A Fontainebleau ça sent le gaz dans la galerie François 1er

Nous, à la CGT, on tient d’abord à dire qu’on aime bien le Qatar, Etat gazier bien connu pour son implication dans le mieux disant social et la promotion de conditions de travail dignes et émancipatrices pour les travailleurs. En plus quand la famille régnante et l’émirat daignent investir leur argent durement gagné en France à la plus grande joie des amateurs de foot (club de foot du PSG : 50 millions), des touristes fortunés dont nous avons tant besoin (Le Grand Hôtel à Opéra : 330 millions d’euros) et des amoureux du patrimoine immobilier (l’hôtel de Coislin : 230 millions d’euros, Hôtel de la Marine : 20 millions d’euros …etc.).   et bien nous on dit bravo, parce que, c’est bien connu, l’argent ça ruisselle, bon… même si nous on reste à sec.

Même le discret et provincial château de Fontainebleau a eu sa part du gâteau ; oh ! Ce n’est pas grand-chose, c’est à peine 1 petit million d’euros (800 000 € précisément) pour contribuer à la restauration du fameux escalier en Fer-à-cheval – pour le reste ce sera par souscription publique. Grâce au million d’euros, la famille régnante Al Thani a le droit d’exposer pendant 1 mois sa collection personnelle dans la salle de bal du château – joyau de la Renaissance maniériste – modeste écrin pour une si riche collection mise à la portée des yeux reconnaissants du quidam et du tiers-état. Grâce au million d’euros, la famille régnante a le droit de s’offrir un bon repas au château, c’est la moindre des choses avouons le. Ça tombe bien parce qu’au château de Fontainebleau on sait recevoir, avec la mise à disposition d’espaces de prestige pour les grandes occasions – la galerie des Cerfs datant d’Henri IV ou la salle des Colonnes. Mais à l’évidence la famille régnante a une autre idée sur la façon de recevoir ses invités, car ces espaces ne sont pas à son goût, question d’étiquette sûrement, car question prix il n’y a pas débat, la générosité du Prince le dispensant d’acquitter la location, contrepartie de mécénat oblige. Non il fallait autre chose, à la hauteur de la famille régnante du Qatar : la galerie François 1er évidemment, plus en accord avec le titre de l’exposition : « Rois du monde » ! La galerie François 1er, chef d’œuvre de la Renaissance française, matrice de la galerie royale en Europe ? Oui tout à fait. Et bien voilà il suffisait d’y penser, c’était là sous nos yeux.

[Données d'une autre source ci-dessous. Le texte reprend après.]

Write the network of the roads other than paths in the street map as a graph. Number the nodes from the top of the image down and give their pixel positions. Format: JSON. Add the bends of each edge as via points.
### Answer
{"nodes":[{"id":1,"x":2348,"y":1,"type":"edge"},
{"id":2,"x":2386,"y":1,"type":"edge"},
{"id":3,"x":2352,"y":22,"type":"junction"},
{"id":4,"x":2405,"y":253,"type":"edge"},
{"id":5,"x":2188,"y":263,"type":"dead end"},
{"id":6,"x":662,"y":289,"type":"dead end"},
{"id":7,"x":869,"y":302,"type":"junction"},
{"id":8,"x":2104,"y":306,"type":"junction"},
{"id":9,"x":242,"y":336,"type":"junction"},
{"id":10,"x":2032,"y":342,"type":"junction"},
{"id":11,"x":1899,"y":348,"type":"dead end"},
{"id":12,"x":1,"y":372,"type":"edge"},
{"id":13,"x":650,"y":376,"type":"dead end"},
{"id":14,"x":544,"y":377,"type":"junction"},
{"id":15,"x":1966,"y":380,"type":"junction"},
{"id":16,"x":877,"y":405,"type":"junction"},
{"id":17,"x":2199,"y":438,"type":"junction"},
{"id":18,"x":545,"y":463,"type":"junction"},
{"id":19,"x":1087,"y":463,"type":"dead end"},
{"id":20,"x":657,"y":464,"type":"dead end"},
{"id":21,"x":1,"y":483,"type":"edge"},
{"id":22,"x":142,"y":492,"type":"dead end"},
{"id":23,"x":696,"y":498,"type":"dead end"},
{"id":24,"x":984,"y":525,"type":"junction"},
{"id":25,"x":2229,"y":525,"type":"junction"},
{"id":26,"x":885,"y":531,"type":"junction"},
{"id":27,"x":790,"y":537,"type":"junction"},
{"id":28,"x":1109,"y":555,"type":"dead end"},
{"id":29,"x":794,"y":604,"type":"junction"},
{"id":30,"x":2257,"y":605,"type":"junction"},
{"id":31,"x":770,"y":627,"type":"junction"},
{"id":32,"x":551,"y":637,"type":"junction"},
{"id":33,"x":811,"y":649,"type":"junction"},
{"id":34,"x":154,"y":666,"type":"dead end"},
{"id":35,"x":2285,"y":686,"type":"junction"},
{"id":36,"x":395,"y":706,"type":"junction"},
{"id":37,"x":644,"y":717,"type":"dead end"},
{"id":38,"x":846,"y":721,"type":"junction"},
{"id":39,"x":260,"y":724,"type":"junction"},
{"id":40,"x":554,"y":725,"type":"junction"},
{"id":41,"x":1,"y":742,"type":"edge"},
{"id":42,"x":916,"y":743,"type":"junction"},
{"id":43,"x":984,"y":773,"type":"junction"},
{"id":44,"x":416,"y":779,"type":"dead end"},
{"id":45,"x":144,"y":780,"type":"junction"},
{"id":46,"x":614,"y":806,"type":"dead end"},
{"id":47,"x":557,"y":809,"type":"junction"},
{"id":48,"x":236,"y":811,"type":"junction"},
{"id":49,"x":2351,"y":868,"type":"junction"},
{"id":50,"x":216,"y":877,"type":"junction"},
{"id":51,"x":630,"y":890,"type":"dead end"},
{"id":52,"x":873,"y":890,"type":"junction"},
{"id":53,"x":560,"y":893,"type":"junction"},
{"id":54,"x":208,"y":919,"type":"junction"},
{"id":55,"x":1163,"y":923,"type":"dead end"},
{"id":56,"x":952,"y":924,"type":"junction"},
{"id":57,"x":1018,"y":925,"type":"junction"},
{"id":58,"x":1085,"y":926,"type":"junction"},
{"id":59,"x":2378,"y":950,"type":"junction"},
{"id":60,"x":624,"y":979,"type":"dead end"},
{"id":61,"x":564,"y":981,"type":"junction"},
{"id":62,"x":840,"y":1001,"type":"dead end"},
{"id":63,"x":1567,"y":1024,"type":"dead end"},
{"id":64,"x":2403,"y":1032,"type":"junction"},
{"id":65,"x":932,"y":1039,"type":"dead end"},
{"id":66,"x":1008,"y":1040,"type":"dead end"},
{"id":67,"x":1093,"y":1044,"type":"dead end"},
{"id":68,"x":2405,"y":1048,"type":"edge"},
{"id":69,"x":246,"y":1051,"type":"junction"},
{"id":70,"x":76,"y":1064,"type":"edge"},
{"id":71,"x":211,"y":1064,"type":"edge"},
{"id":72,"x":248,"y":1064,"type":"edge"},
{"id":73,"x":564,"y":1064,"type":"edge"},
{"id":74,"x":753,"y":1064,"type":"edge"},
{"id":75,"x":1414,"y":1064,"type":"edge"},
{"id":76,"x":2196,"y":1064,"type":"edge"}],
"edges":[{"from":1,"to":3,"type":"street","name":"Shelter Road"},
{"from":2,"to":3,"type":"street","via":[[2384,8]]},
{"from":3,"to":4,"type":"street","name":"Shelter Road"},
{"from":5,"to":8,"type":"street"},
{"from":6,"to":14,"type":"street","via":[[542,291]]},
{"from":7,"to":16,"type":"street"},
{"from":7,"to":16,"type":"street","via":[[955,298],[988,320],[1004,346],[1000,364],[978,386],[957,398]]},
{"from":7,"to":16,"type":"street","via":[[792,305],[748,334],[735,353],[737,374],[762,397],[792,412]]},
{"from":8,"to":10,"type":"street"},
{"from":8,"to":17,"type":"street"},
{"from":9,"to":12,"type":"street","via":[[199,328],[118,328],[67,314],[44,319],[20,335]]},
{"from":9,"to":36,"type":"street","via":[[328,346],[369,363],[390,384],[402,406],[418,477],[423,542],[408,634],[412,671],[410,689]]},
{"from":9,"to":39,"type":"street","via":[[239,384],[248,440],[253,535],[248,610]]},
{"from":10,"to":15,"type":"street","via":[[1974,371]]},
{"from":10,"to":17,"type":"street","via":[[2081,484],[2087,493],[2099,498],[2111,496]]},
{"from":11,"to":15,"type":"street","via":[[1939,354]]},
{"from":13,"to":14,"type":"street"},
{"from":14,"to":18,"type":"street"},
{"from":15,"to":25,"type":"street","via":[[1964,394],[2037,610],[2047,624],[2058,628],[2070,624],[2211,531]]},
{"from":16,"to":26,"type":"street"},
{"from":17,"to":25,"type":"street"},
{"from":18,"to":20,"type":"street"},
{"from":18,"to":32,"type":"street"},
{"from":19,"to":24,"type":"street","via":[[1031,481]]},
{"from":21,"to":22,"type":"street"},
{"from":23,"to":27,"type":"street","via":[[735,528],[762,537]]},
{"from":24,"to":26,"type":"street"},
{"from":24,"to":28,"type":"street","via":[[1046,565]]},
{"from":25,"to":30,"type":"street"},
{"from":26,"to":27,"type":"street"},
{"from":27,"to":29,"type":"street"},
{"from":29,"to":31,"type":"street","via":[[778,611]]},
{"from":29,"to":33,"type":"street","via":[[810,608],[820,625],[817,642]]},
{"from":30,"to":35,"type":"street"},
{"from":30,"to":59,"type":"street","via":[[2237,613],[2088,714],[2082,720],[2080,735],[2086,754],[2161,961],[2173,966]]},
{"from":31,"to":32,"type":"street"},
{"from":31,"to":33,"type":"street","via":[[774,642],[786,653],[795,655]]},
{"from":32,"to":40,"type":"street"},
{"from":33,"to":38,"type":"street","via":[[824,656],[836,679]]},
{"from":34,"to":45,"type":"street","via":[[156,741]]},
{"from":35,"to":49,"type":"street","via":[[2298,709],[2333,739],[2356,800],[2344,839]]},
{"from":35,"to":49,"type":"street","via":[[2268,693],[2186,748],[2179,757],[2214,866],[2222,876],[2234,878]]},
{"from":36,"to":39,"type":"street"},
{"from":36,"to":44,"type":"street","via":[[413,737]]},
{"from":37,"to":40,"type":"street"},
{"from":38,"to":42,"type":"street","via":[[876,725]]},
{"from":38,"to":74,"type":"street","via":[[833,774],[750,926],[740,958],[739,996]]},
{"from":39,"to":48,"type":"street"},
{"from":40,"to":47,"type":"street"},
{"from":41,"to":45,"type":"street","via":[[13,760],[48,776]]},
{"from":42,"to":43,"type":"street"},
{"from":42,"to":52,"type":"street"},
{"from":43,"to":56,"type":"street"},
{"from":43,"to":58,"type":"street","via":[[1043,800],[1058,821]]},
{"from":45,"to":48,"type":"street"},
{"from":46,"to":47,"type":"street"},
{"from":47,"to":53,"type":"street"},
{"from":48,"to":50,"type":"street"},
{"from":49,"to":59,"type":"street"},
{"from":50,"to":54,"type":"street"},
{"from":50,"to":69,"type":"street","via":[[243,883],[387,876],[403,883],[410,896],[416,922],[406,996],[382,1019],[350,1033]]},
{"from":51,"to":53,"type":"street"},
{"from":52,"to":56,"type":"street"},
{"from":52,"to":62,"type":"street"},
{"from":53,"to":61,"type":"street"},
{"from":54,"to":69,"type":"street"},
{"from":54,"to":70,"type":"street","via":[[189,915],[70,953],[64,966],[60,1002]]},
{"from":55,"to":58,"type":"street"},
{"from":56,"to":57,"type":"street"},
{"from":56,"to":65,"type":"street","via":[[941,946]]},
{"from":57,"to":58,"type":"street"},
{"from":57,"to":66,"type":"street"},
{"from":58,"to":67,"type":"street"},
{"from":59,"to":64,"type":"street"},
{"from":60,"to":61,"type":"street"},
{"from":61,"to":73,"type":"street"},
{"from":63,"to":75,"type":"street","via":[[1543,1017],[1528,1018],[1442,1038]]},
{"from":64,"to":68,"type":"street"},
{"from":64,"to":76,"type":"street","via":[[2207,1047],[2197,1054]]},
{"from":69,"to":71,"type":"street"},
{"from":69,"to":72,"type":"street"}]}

Il y a juste un petit problème, c’est vrai, c’est un détail : la galerie François 1er c’est un espace ouvert au public ; le public, ce sont les gens qui paient pour visiter. Il y a bien un jour de fermeture le mardi, mais la famille régnante ne veut pas le mardi. Alors ce sera ce lundi 17 septembre et comme il faut tout préparer en journée, le public qui aura payé (le droit d’entrée de 12 € ne sera pas réduit) il ne pourra pas voir la galerie – pièce emblématique du château – y compris les écoliers et leurs professeurs qui seront particulièrement nombreux ce jour-là, pour étudier et découvrir la Renaissance française. C’est pas de chance, c’est à cause du jour de fermeture qui est mal placé et parce que comme le château est un service public il accueille des élèves, mais pour eux, ne nous en faisons pas, ils sont jeunes, ils reviendront une autre fois et ils ne payent même pas, alors…

En plus on a une bonne nouvelle à vous annoncer : le dîner et la soirée coûteraient au bas mot 1 million d’euros (!) et comme la famille régnante semble aussi attentionnée que Louis XIV, sans doute nous permettra-t-elle, comme Louis le Grand en son temps, de ramasser les reliefs du festin que nous irons revendre à la grille du château et avec l’argent recueilli, on pourra compléter la souscription pour la restauration de l’escalier. On a un seul regret, c’est que le dîner n’ait pas pu avoir lieu la veille, lors des journées du patrimoine parce que le beau thème choisi cette année, il tombait pile poil : « L’art du partage ».